» **Assignment**:
Among the entries below, count the lines containing the string "Digitize". Only the count is needed.

» **Material for this exercise**:
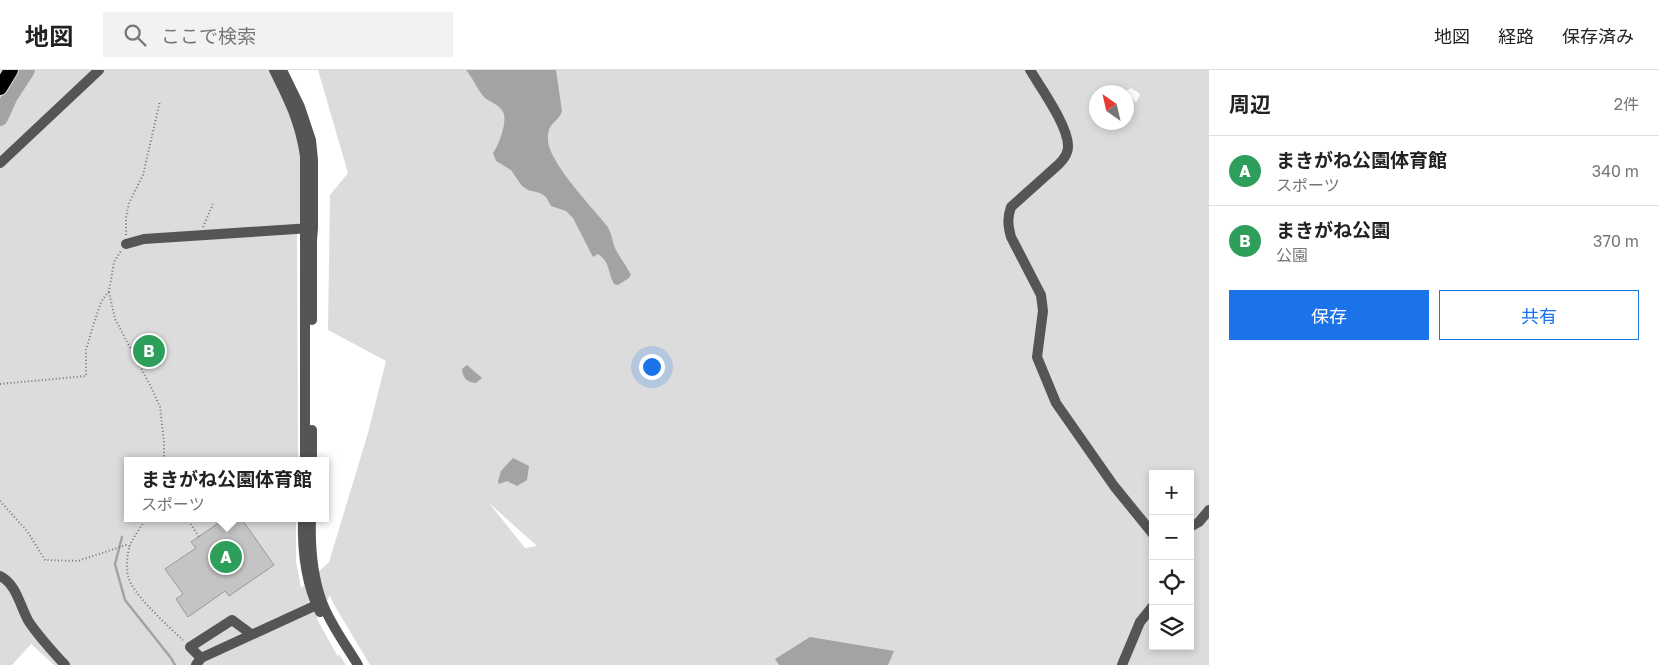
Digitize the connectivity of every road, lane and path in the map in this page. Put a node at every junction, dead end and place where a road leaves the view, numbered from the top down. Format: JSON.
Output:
{"nodes":[{"id":1,"x":11,"y":70,"type":"edge"},
{"id":2,"x":99,"y":70,"type":"edge"},
{"id":3,"x":274,"y":70,"type":"edge"},
{"id":4,"x":282,"y":70,"type":"edge"},
{"id":5,"x":1030,"y":70,"type":"edge"},
{"id":6,"x":0,"y":88,"type":"edge"},
{"id":7,"x":160,"y":101,"type":"dead end"},
{"id":8,"x":0,"y":163,"type":"edge"},
{"id":9,"x":213,"y":204,"type":"dead end"},
{"id":10,"x":310,"y":228,"type":"junction"},
{"id":11,"x":199,"y":236,"type":"junction"},
{"id":12,"x":126,"y":244,"type":"junction"},
{"id":13,"x":109,"y":291,"type":"junction"},
{"id":14,"x":0,"y":384,"type":"edge"},
{"id":15,"x":164,"y":457,"type":"edge"},
{"id":16,"x":305,"y":457,"type":"edge"},
{"id":17,"x":312,"y":457,"type":"edge"},
{"id":18,"x":0,"y":501,"type":"edge"},
{"id":19,"x":1209,"y":510,"type":"edge"},
{"id":20,"x":144,"y":522,"type":"edge"},
{"id":21,"x":190,"y":522,"type":"edge"},
{"id":22,"x":303,"y":522,"type":"edge"},
{"id":23,"x":310,"y":522,"type":"edge"},
{"id":24,"x":1194,"y":524,"type":"edge"},
{"id":25,"x":1149,"y":529,"type":"edge"},
{"id":26,"x":199,"y":537,"type":"dead end"},
{"id":27,"x":130,"y":546,"type":"junction"},
{"id":28,"x":0,"y":576,"type":"edge"},
{"id":29,"x":319,"y":604,"type":"junction"},
{"id":30,"x":1149,"y":611,"type":"edge"},
{"id":31,"x":251,"y":634,"type":"junction"},
{"id":32,"x":190,"y":647,"type":"junction"},
{"id":33,"x":198,"y":661,"type":"edge"},
{"id":34,"x":66,"y":665,"type":"edge"},
{"id":35,"x":350,"y":665,"type":"edge"},
{"id":36,"x":358,"y":665,"type":"edge"},
{"id":37,"x":1122,"y":665,"type":"edge"}],
"edges":[{"from":1,"to":6,"type":"highway"},
{"from":2,"to":8,"type":"street"},
{"from":3,"to":10,"type":"street"},
{"from":4,"to":10,"type":"street"},
{"from":5,"to":25,"type":"street"},
{"from":7,"to":12,"type":"path"},
{"from":9,"to":11,"type":"path"},
{"from":10,"to":11,"type":"street"},
{"from":10,"to":16,"type":"street"},
{"from":10,"to":17,"type":"street"},
{"from":11,"to":12,"type":"street"},
{"from":12,"to":13,"type":"path"},
{"from":13,"to":14,"type":"path"},
{"from":13,"to":15,"type":"path"},
{"from":18,"to":27,"type":"path"},
{"from":19,"to":24,"type":"street"},
{"from":20,"to":27,"type":"path"},
{"from":21,"to":26,"type":"path"},
{"from":22,"to":29,"type":"street"},
{"from":23,"to":29,"type":"street"},
{"from":27,"to":32,"type":"path"},
{"from":28,"to":34,"type":"street"},
{"from":29,"to":31,"type":"street"},
{"from":29,"to":35,"type":"street"},
{"from":29,"to":36,"type":"street"},
{"from":30,"to":37,"type":"street"},
{"from":31,"to":32,"type":"street"},
{"from":31,"to":33,"type":"street"},
{"from":32,"to":33,"type":"street"}]}
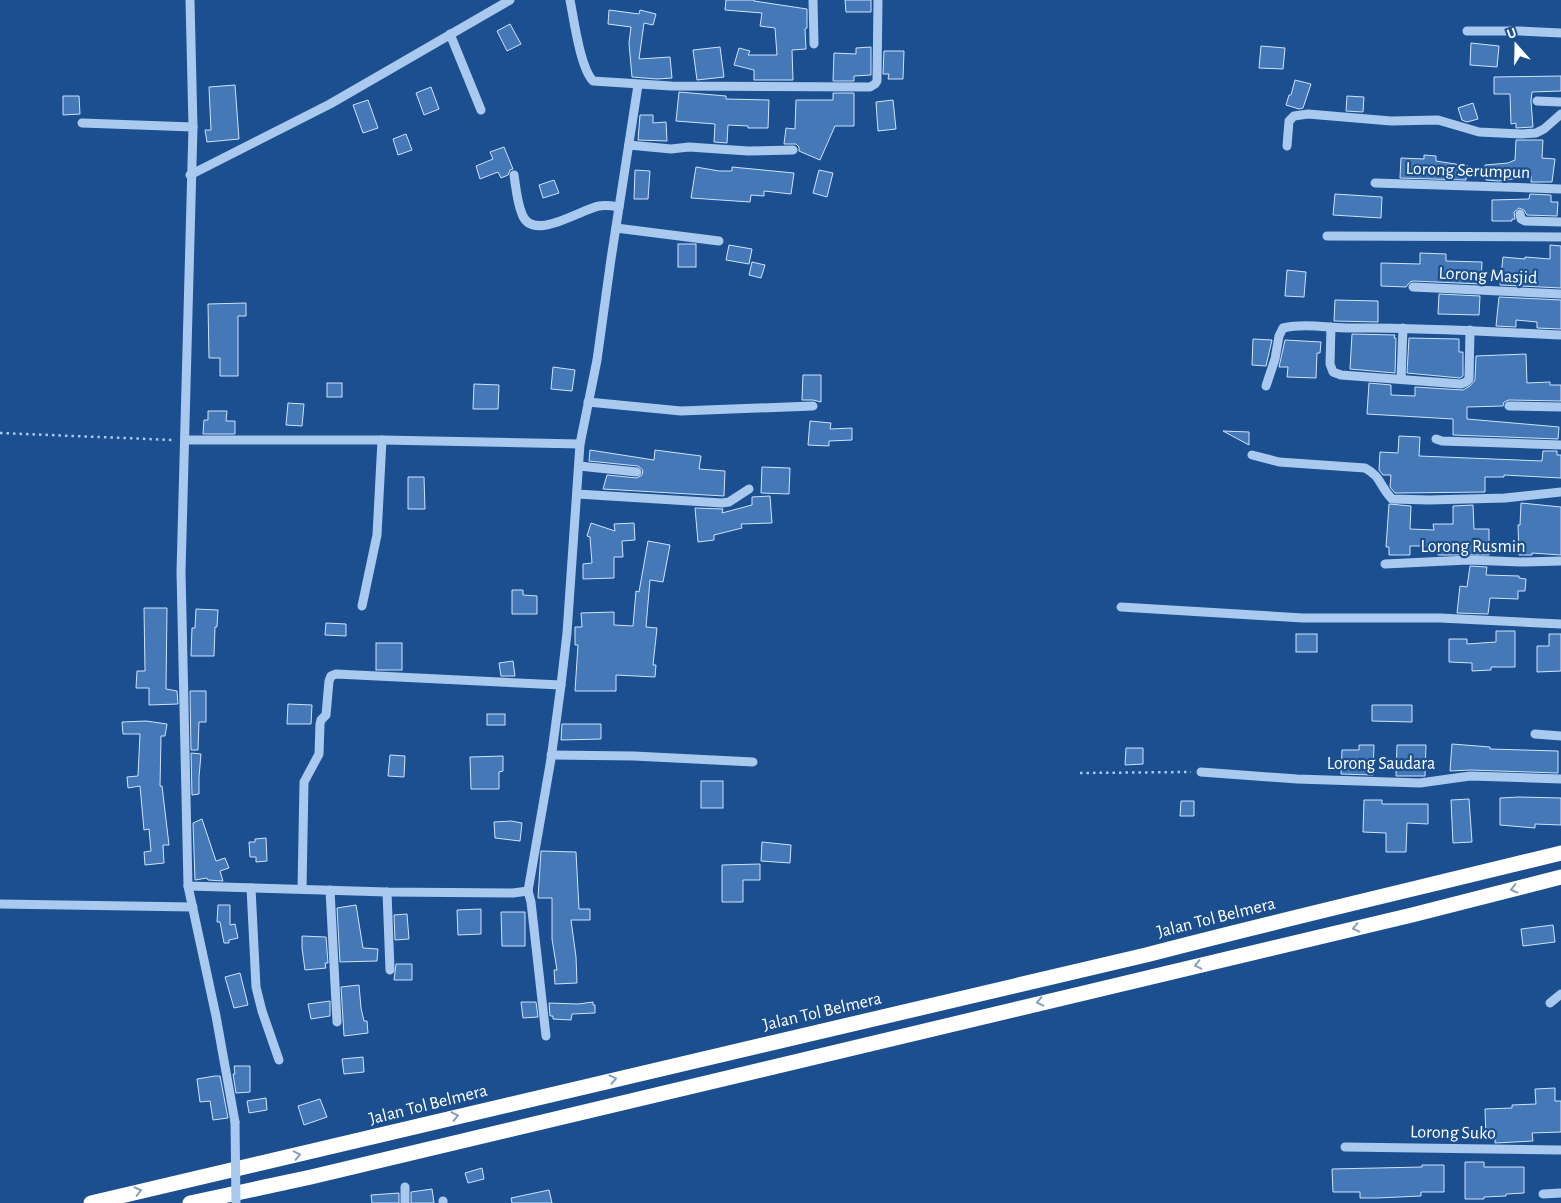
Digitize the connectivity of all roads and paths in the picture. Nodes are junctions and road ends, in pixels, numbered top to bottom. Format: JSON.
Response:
{"nodes":[{"id":1,"x":190,"y":0,"type":"edge"},
{"id":2,"x":510,"y":0,"type":"edge"},
{"id":3,"x":570,"y":0,"type":"edge"},
{"id":4,"x":814,"y":0,"type":"edge"},
{"id":5,"x":878,"y":0,"type":"edge"},
{"id":6,"x":1467,"y":32,"type":"dead end"},
{"id":7,"x":1561,"y":33,"type":"edge"},
{"id":8,"x":450,"y":34,"type":"junction"},
{"id":9,"x":814,"y":44,"type":"dead end"},
{"id":10,"x":638,"y":85,"type":"junction"},
{"id":11,"x":1537,"y":101,"type":"dead end"},
{"id":12,"x":1561,"y":102,"type":"edge"},
{"id":13,"x":481,"y":110,"type":"dead end"},
{"id":14,"x":1561,"y":114,"type":"edge"},
{"id":15,"x":82,"y":123,"type":"dead end"},
{"id":16,"x":193,"y":127,"type":"junction"},
{"id":17,"x":629,"y":145,"type":"junction"},
{"id":18,"x":1287,"y":146,"type":"dead end"},
{"id":19,"x":793,"y":150,"type":"dead end"},
{"id":20,"x":190,"y":175,"type":"junction"},
{"id":21,"x":514,"y":175,"type":"dead end"},
{"id":22,"x":1375,"y":183,"type":"dead end"},
{"id":23,"x":1561,"y":189,"type":"edge"},
{"id":24,"x":619,"y":207,"type":"junction"},
{"id":25,"x":1520,"y":214,"type":"dead end"},
{"id":26,"x":1561,"y":222,"type":"edge"},
{"id":27,"x":616,"y":228,"type":"junction"},
{"id":28,"x":1326,"y":236,"type":"dead end"},
{"id":29,"x":1561,"y":237,"type":"edge"},
{"id":30,"x":719,"y":240,"type":"dead end"},
{"id":31,"x":1413,"y":287,"type":"dead end"},
{"id":32,"x":1561,"y":294,"type":"edge"},
{"id":33,"x":1331,"y":327,"type":"junction"},
{"id":34,"x":1404,"y":328,"type":"junction"},
{"id":35,"x":1470,"y":330,"type":"junction"},
{"id":36,"x":1561,"y":336,"type":"edge"},
{"id":37,"x":1401,"y":379,"type":"junction"},
{"id":38,"x":1266,"y":386,"type":"dead end"},
{"id":39,"x":588,"y":402,"type":"junction"},
{"id":40,"x":813,"y":406,"type":"dead end"},
{"id":41,"x":1508,"y":406,"type":"dead end"},
{"id":42,"x":1561,"y":407,"type":"edge"},
{"id":43,"x":0,"y":433,"type":"edge"},
{"id":44,"x":1436,"y":439,"type":"dead end"},
{"id":45,"x":185,"y":440,"type":"junction"},
{"id":46,"x":382,"y":440,"type":"junction"},
{"id":47,"x":580,"y":444,"type":"junction"},
{"id":48,"x":1561,"y":445,"type":"edge"},
{"id":49,"x":1252,"y":455,"type":"dead end"},
{"id":50,"x":579,"y":466,"type":"junction"},
{"id":51,"x":637,"y":472,"type":"dead end"},
{"id":52,"x":749,"y":489,"type":"dead end"},
{"id":53,"x":1561,"y":492,"type":"edge"},
{"id":54,"x":577,"y":494,"type":"junction"},
{"id":55,"x":1561,"y":561,"type":"edge"},
{"id":56,"x":1385,"y":564,"type":"dead end"},
{"id":57,"x":362,"y":606,"type":"dead end"},
{"id":58,"x":1120,"y":607,"type":"dead end"},
{"id":59,"x":1561,"y":624,"type":"edge"},
{"id":60,"x":561,"y":685,"type":"junction"},
{"id":61,"x":1535,"y":734,"type":"dead end"},
{"id":62,"x":1561,"y":736,"type":"edge"},
{"id":63,"x":551,"y":755,"type":"junction"},
{"id":64,"x":753,"y":762,"type":"dead end"},
{"id":65,"x":1200,"y":772,"type":"joint"},
{"id":66,"x":1080,"y":773,"type":"dead end"},
{"id":67,"x":1561,"y":779,"type":"edge"},
{"id":68,"x":1561,"y":854,"type":"edge"},
{"id":69,"x":1561,"y":877,"type":"edge"},
{"id":70,"x":188,"y":886,"type":"junction"},
{"id":71,"x":251,"y":888,"type":"junction"},
{"id":72,"x":302,"y":889,"type":"junction"},
{"id":73,"x":330,"y":890,"type":"junction"},
{"id":74,"x":528,"y":890,"type":"junction"},
{"id":75,"x":387,"y":892,"type":"junction"},
{"id":76,"x":0,"y":904,"type":"edge"},
{"id":77,"x":193,"y":906,"type":"junction"},
{"id":78,"x":390,"y":970,"type":"dead end"},
{"id":79,"x":1561,"y":994,"type":"edge"},
{"id":80,"x":1550,"y":1003,"type":"dead end"},
{"id":81,"x":337,"y":1022,"type":"dead end"},
{"id":82,"x":546,"y":1036,"type":"dead end"},
{"id":83,"x":279,"y":1060,"type":"dead end"},
{"id":84,"x":1345,"y":1147,"type":"dead end"},
{"id":85,"x":1561,"y":1150,"type":"edge"},
{"id":86,"x":405,"y":1187,"type":"dead end"},
{"id":87,"x":1561,"y":1193,"type":"edge"},
{"id":88,"x":1543,"y":1194,"type":"dead end"},
{"id":89,"x":91,"y":1203,"type":"edge"},
{"id":90,"x":190,"y":1203,"type":"edge"},
{"id":91,"x":236,"y":1203,"type":"edge"},
{"id":92,"x":405,"y":1203,"type":"edge"}],
"edges":[{"from":1,"to":16,"type":"street"},
{"from":2,"to":8,"type":"street"},
{"from":3,"to":10,"type":"street"},
{"from":4,"to":9,"type":"street"},
{"from":5,"to":10,"type":"street"},
{"from":6,"to":7,"type":"street"},
{"from":8,"to":13,"type":"street"},
{"from":8,"to":20,"type":"street"},
{"from":10,"to":17,"type":"street"},
{"from":11,"to":12,"type":"street"},
{"from":14,"to":18,"type":"street"},
{"from":15,"to":16,"type":"street"},
{"from":16,"to":20,"type":"street"},
{"from":17,"to":19,"type":"street"},
{"from":17,"to":24,"type":"street"},
{"from":20,"to":45,"type":"street"},
{"from":21,"to":24,"type":"street"},
{"from":22,"to":23,"type":"street","name":"Lorong Serumpun"},
{"from":24,"to":27,"type":"street"},
{"from":25,"to":26,"type":"street"},
{"from":27,"to":30,"type":"street"},
{"from":27,"to":39,"type":"street"},
{"from":28,"to":29,"type":"street"},
{"from":31,"to":32,"type":"street","name":"Lorong Masjid"},
{"from":33,"to":34,"type":"street"},
{"from":33,"to":37,"type":"street"},
{"from":33,"to":38,"type":"street"},
{"from":34,"to":35,"type":"street"},
{"from":34,"to":37,"type":"street"},
{"from":35,"to":36,"type":"street"},
{"from":35,"to":37,"type":"street"},
{"from":39,"to":40,"type":"street"},
{"from":39,"to":47,"type":"street"},
{"from":41,"to":42,"type":"street"},
{"from":43,"to":45,"type":"path"},
{"from":44,"to":48,"type":"street"},
{"from":45,"to":46,"type":"street"},
{"from":45,"to":70,"type":"street"},
{"from":46,"to":47,"type":"street"},
{"from":46,"to":57,"type":"street"},
{"from":47,"to":50,"type":"street"},
{"from":49,"to":53,"type":"street"},
{"from":50,"to":51,"type":"street"},
{"from":50,"to":54,"type":"street"},
{"from":52,"to":54,"type":"street"},
{"from":54,"to":60,"type":"street"},
{"from":55,"to":56,"type":"street","name":"Lorong Rusmin"},
{"from":58,"to":59,"type":"street"},
{"from":60,"to":63,"type":"street"},
{"from":60,"to":72,"type":"street"},
{"from":61,"to":62,"type":"street"},
{"from":63,"to":64,"type":"street"},
{"from":63,"to":74,"type":"street"},
{"from":65,"to":66,"type":"path"},
{"from":65,"to":67,"type":"street","name":"Lorong Saudara"},
{"from":89,"to":68,"type":"highway","name":"Jalan Tol Belmera","one_way":true},
{"from":69,"to":90,"type":"highway","one_way":true},
{"from":70,"to":71,"type":"street"},
{"from":70,"to":77,"type":"street"},
{"from":71,"to":72,"type":"street"},
{"from":71,"to":83,"type":"street"},
{"from":72,"to":73,"type":"street"},
{"from":73,"to":75,"type":"street"},
{"from":73,"to":81,"type":"street"},
{"from":74,"to":75,"type":"street"},
{"from":74,"to":82,"type":"street"},
{"from":75,"to":78,"type":"street"},
{"from":76,"to":77,"type":"street"},
{"from":77,"to":91,"type":"street","bridge":true},
{"from":79,"to":80,"type":"street"},
{"from":84,"to":85,"type":"street","name":"Lorong Suko"},
{"from":86,"to":92,"type":"street"},
{"from":87,"to":88,"type":"street"}]}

» **Solution below**:
2